Hora e sempre
Una forza che viene
dal passato e gira
dalla Calabria al mondo.
di Massimo Onofri
Prima di tutto c’è la calabrese Hora, dove risiede
da sempre una delle non poche comunità italo-albanesi, di lingua arbëreshe,
che popolano in diversa guisa il Meridione d’Italia. Quella comunità che, a
partire dal suo romanzo d’esordio, Il ballo tondo (1991), Carmine
Abate ha reinventato nella sua lingua suggestiva e mescidata, di romanzo in
romanzo diversamente gradata, più o meno lavorata. Qui, nelle parole del
padre dell’io narrante, dentro il presente dei nostri anni: “Fattìlo contare
da quello sperto di Gojàri: con lui sei ‘nkrick e ‘nkock, gli credi pure se
ti dice che in Arbanìa volano i muri”. Poi c’è l’Hora albanese, quella
all’inizio di tutte le storie, della Storia piccola e di quella grande, da
cui muove quasi un popolo intero, per sfuggire la minaccia del feroce
esercito ottomano, alla fine del Quattrocento, sotto la guida saggia e
religiosamente ispirata del papàs Dhimitri Damis: sua moglie porta nel
grembo il primogenito, ma molto sangue, sulla strada di una fuga e di un
impossibile ritorno, dovrà ancora essere versato, compreso quello del suo
figlioletto, Jani Tista, tanti anni dopo.

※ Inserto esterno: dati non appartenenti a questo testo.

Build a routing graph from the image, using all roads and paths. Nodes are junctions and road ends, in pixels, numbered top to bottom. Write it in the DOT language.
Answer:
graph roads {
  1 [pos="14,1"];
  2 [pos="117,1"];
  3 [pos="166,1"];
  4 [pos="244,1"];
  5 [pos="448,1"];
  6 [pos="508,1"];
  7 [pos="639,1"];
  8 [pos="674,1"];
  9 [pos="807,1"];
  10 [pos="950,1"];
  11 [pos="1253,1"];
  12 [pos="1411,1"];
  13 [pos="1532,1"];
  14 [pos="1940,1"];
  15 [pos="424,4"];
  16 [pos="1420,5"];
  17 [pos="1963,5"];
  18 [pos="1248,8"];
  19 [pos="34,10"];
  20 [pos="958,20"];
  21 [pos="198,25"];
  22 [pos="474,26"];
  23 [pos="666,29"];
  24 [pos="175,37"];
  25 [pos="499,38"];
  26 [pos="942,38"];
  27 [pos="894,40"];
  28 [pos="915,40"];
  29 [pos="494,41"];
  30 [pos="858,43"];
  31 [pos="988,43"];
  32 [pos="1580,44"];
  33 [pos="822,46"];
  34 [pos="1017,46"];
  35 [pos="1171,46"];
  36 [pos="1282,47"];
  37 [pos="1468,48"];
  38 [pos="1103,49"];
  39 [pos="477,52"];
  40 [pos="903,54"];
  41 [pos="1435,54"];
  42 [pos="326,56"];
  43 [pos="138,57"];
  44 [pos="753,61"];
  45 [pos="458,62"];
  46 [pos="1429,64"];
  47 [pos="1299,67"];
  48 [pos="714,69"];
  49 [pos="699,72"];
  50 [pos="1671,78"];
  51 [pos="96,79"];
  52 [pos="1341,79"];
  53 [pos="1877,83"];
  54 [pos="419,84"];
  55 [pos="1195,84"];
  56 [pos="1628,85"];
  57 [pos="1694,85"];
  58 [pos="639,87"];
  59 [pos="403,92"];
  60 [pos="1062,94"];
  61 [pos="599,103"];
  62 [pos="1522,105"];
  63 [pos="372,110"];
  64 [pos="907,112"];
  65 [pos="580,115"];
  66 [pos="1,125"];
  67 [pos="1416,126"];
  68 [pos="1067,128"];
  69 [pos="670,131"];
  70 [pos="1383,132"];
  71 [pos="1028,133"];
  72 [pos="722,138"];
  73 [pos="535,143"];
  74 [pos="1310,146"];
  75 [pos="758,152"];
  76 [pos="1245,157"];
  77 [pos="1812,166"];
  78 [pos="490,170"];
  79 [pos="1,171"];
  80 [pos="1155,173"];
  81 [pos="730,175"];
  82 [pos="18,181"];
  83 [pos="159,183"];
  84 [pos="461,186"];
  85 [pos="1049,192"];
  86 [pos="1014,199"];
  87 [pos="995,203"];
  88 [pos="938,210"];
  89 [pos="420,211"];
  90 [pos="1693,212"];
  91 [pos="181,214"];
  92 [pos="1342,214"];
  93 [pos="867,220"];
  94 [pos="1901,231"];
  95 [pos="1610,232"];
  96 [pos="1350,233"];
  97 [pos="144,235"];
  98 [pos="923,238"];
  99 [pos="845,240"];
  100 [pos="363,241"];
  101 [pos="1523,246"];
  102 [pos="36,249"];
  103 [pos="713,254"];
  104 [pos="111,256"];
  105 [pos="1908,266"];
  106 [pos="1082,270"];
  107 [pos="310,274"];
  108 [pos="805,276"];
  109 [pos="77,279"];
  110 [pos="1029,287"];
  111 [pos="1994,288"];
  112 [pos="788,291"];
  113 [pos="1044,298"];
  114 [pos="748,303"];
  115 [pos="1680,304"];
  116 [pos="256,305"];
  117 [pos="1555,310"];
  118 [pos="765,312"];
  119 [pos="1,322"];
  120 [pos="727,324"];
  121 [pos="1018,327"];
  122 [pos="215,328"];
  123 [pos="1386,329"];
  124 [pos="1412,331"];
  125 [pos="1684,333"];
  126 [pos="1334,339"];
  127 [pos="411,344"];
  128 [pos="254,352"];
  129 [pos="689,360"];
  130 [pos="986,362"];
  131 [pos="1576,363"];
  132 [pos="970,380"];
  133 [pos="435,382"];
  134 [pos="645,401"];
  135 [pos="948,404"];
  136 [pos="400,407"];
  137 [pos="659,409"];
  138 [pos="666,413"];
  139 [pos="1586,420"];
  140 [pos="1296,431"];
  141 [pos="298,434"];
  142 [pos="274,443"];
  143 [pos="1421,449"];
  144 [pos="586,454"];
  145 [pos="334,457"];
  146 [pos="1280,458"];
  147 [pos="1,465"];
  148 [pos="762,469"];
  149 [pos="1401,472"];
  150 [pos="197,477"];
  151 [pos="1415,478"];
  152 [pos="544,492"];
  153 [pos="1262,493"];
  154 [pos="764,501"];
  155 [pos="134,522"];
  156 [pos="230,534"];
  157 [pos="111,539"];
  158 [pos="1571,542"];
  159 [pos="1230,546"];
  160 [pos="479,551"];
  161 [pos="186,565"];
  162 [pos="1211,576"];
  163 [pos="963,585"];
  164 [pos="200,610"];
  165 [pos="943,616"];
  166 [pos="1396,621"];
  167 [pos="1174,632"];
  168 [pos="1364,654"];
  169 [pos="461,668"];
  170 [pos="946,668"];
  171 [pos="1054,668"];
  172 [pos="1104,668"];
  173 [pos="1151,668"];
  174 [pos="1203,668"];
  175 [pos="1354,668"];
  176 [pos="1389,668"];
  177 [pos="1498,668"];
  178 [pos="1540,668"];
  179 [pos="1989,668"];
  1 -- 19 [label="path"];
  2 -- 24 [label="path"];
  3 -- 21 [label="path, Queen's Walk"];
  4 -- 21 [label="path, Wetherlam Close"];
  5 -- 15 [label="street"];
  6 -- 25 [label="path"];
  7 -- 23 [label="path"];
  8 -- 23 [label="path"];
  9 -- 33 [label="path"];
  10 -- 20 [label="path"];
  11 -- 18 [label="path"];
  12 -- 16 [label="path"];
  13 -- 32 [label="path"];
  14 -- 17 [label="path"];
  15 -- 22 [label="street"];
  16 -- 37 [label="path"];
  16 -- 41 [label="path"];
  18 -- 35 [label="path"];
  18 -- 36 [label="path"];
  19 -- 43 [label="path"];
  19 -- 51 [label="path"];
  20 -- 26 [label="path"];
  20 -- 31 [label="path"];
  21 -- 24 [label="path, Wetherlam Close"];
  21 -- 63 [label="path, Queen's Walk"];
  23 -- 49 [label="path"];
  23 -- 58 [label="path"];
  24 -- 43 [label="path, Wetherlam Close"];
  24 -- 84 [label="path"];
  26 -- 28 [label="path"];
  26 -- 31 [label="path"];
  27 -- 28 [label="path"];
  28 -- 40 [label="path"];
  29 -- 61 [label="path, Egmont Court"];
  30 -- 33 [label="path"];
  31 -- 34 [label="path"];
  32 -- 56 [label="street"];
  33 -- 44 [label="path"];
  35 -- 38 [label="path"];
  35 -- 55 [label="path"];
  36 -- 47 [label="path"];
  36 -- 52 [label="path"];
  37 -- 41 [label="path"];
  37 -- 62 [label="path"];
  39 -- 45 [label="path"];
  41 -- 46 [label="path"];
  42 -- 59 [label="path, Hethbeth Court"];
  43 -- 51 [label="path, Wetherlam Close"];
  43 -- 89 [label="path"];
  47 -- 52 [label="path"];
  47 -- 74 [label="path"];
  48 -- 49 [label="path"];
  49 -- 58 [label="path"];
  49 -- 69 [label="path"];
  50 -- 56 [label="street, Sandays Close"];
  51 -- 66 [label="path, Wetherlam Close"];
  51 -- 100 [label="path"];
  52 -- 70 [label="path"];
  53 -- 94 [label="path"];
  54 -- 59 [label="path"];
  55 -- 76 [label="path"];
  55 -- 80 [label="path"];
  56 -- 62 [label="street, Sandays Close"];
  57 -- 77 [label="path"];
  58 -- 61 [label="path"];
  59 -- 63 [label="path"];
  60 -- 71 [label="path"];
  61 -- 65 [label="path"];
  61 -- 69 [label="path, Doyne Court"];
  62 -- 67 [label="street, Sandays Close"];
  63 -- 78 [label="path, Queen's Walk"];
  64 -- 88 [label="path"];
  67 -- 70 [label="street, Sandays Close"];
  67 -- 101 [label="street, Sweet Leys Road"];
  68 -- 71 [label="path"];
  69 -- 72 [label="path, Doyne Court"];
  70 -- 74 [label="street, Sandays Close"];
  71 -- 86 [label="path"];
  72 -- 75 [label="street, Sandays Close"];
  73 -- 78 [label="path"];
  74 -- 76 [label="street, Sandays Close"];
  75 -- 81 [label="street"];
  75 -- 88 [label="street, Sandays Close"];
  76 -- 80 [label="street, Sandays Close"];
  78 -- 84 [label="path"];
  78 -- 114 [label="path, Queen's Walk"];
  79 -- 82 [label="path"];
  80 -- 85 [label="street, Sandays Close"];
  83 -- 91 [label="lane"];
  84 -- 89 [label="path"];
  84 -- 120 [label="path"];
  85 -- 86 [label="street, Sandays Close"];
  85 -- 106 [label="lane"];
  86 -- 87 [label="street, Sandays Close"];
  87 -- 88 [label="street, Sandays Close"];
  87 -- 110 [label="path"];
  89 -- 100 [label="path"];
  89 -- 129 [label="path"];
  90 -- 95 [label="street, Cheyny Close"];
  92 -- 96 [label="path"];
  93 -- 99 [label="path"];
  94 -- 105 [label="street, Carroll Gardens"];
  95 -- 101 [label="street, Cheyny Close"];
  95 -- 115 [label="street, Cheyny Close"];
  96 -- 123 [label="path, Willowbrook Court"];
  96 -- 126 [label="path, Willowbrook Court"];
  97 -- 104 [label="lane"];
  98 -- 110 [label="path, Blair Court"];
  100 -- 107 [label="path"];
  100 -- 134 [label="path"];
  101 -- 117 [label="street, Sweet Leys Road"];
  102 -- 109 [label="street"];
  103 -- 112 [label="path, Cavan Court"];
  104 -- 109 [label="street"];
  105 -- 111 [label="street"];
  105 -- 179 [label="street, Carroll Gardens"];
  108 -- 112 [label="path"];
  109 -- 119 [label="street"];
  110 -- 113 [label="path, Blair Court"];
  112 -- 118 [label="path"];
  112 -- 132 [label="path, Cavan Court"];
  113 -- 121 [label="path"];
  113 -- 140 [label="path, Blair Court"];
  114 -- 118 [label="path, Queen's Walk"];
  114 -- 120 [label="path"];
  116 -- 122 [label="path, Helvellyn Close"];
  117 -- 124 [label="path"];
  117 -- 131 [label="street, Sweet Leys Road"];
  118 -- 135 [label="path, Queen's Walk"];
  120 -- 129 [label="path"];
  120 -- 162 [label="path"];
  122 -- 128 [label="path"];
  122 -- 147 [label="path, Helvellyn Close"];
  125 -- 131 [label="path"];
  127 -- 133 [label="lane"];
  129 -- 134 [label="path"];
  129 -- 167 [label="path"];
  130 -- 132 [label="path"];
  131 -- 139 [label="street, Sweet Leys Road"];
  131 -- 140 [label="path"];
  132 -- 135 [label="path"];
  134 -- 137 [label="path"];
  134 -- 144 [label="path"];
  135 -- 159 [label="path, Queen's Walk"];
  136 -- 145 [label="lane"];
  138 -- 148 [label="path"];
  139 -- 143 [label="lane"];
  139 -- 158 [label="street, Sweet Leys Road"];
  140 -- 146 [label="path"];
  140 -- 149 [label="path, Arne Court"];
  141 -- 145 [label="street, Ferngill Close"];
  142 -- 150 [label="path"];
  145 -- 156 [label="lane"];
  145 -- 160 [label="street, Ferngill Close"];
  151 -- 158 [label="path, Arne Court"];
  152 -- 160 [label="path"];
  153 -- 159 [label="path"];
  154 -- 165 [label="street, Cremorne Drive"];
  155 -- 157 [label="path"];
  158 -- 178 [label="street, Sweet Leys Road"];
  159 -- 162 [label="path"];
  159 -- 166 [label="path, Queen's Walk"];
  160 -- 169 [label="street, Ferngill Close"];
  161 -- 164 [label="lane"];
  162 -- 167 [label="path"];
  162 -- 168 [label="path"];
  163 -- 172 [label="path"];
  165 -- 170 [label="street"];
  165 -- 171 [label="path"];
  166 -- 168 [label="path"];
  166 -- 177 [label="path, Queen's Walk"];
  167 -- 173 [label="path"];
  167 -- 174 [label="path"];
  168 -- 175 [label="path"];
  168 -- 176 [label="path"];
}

Ma c’è anche un altro Damis, Antonio, l’unico depositario d’una tradizione
antichissima che ancora risplende sotto la stella del padre dei padri,
l’eroe Scanderbeg, ma del tutto rimossa, quella tradizione, se non
dimenticata: vive febbrile e controvento, Antonio, al centro d’un turbine di
risentimenti oscuri che potrebbero costargli anche la vita, e vorrebbe
tornare nell’Albania degli avi, sulle sponde di quel lago dove crede si
trovi la città dell’origine, per ritrovarla e ritrovarsi. Quindi c’è Laura,
la figlia di Antonio, “la bionda figa, la ragazza con il bambino, la
straniera”, che irrompe all’improvviso nel paese che il padre ha lasciato,
sigillata nel suo mistero. Infine, ma accanto a una folla di altri
comprimari, c’è Gojàri (“Boccadoro”), incantevole e incantato affabulatore,
ma soprattutto l’artista che attende a uno stupefacente mosaico – ecco la
ragione del titolo –, cui Abate affida forse, ma in forma di brillante
metafora e senza complicazioni intellettualistiche, una riflessione
sull’arte (la letteratura) e le sue condizioni di possibilità.
Dovrei parlare di molto altro ancora: magari dell’Albania dove trionfa e
tiranneggia Enver Hoxha fino ai giorni dell’agonia del regime comunista,
quando le statue di Stalin saltano per aria. E dovrei aggiungere che, forse,
tutti i romanzi sono storie d’amore: se anche questo di Abate, appunto, non
fa eccezione. Preferisco chiedermi che scrittore sia Abate e perché lo
ritenga necessario nel nostro panorama letterario. Per rispondermi che,
senza nessun rapporto con gli scrittori orizzontali, impegnati a
confrontarsi con la realtà della cosiddetta alienazione neocapitalistica e
globalizzata, Abate nasce e resta un narratore in cui tutto rameggia da una
radice atavica. La sua è una forza che viene dal passato: nella
consapevolezza che non si possa dare un romanzo del mondo, per il mondo,
senza una parola accasata in un tempo e in spazio irriducibili. Hora ormai
esiste nella nostra immaginazione. Come Natàca di Brancati, Regalpetra di
Sciascia o Macondo di Màrquez. Certo, ho citato pesi massimi: ma Abate è
giovane, e non è pochissimo ciò che ci ha dato.